Peinture vive des écueils d' une jeunesse bouillante
dans un prince né pour commander.
Achille.
à quoi me sert-il d' avoir reçu tes instructions ?
Tu ne m' as jamais parlé que de sagesse, de valeur,
de gloire, d' héroïsme. Avec tes beaux discours, me
voilà devenu ombre vaine : ne m' auroit-il pas
mieux valu passer une longue et délicieuse vie chez
le roi Lycomède, déguisé en fille, avec les
princesses filles de ce roi ?
Chiron.
Hé bien ! Veux-tu demander au destin de
retourner parmi ces filles ? Tu fileras, tu perdras
toute ta gloire, on fera sans toi un second
siège de Troie, le fier Agamemnon ton ennemi
sera chanté par Homère ; Thersite même ne
sera pas oublié : mais pour toi, tu seras
enseveli honteusement dans les ténèbres.
Achille.
Agamemnon m' enlever ma gloire ! Moi demeurer
dans un honteux oubli ! Je ne puis le
souffrir, et j' aimerois mieux périr encore une
fois de la main du lâche Pâris.
Chiron.
Mes instructions sur la vertu ne sont donc
pas à mépriser.
Achille.
Je l' avoue : mais, pour en profiter, je voudrois
retourner au monde.
Chiron.
Qu' y ferois-tu cette seconde fois ?
Achille.
Qu' est-ce que j' y ferois ? J' éviterois la
querelle que j' eus avec Agamemnom : par là
j' épargnerois la vie de mon ami Patrocle, et le
sang de tant d' autres grecs que je laissai périr
sous le glaive cruel des troyens, pendant que
je me roulois de désespoir sur le sable du rivage
comme un insensé.
Chiron.
Mais ne t' avois-je pas prédit que ta colère
te feroit faire toutes ces folies ?
Achille.
Il est vrai, tu me l' avois dit cent fois : mais
la jeunesse écoute-t-elle ce qu' on lui dit ? Elle
ne croit que ce qu' elle voit.
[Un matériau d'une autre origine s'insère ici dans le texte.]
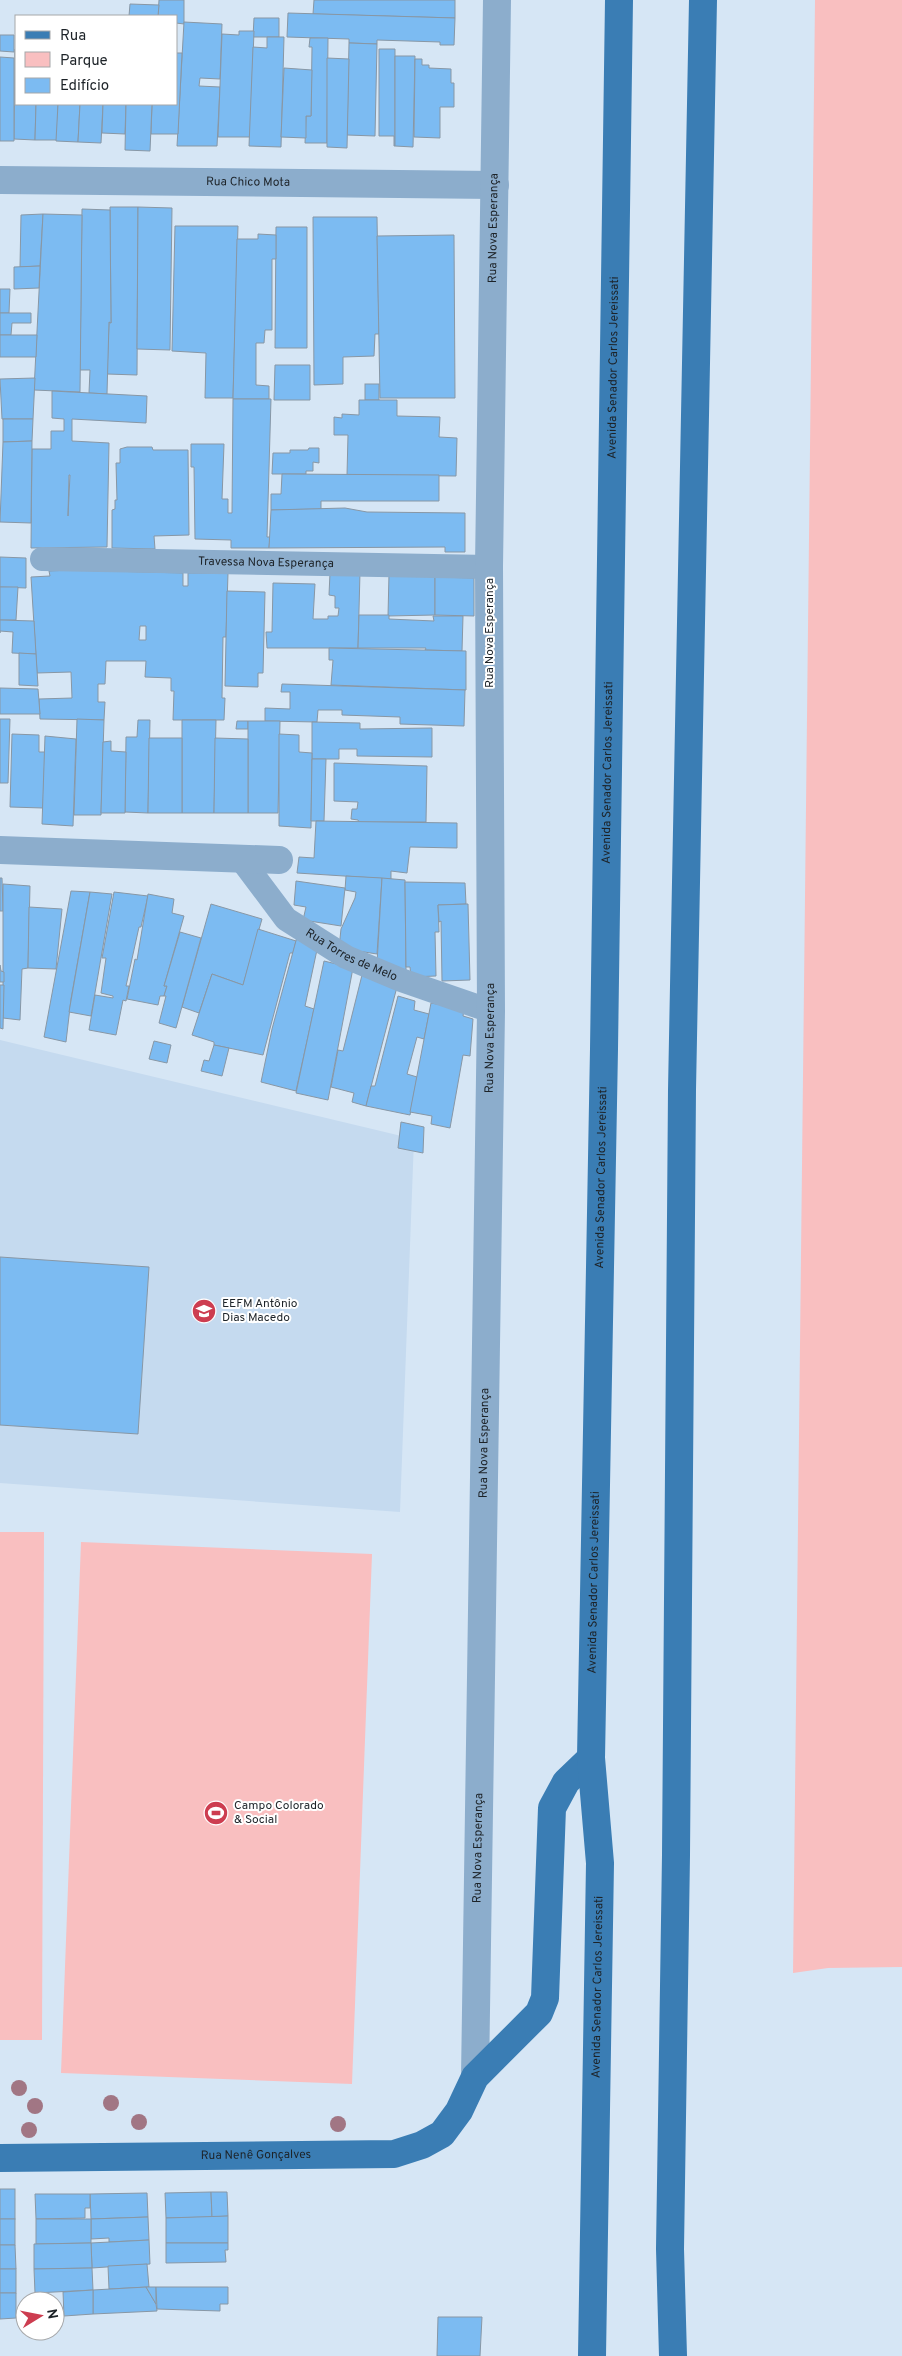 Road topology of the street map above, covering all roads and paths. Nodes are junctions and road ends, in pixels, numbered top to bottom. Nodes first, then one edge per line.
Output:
1 (497, 0) edge
2 (618, 0) edge
3 (703, 0) edge
4 (0, 180) edge
5 (495, 185) junction
6 (42, 559) dead end
7 (490, 567) junction
8 (0, 850) edge
9 (241, 859) junction
10 (279, 860) dead end
11 (490, 1011) junction
12 (591, 1758) junction
13 (475, 2077) junction
14 (0, 2158) edge
15 (592, 2356) edge
16 (673, 2356) edge

1 - 5 street, Rua Nova Esperança
2 - 12 main road, Avenida Senador Carlos Jereissati
3 - 16 main road
4 - 5 street, Rua Chico Mota
5 - 7 street, Rua Nova Esperança
6 - 7 lane, Travessa Nova Esperança
7 - 11 street, Rua Nova Esperança
8 - 9 street
9 - 10 street
9 - 11 lane, Rua Torres de Melo
11 - 13 street, Rua Nova Esperança
12 - 13 main road, Rua Nenê Gonçalves
12 - 15 main road, Avenida Senador Carlos Jereissati
13 - 14 main road, Rua Nenê Gonçalves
Oh ! Si je pouvois
redevenir jeune !
Chiron.
Tu redeviendrois emporté et indocile.
Achille.
Non, je te le promets.
Chiron.
Hé ! Ne m' avois-tu pas promis cent et cent fois
dans mon antre de Thessalie de te modérer quand
tu serois au siège de Troie ? L' as-tu fait ?
Achille.
J' avoue que non.
Chiron.
Tu ne le ferois pas mieux quand tu redeviendrois
jeune ; tu promettrois comme tu promets à présent,
et tu tiendrois ta promesse comme tu l' as tenue.
Achille.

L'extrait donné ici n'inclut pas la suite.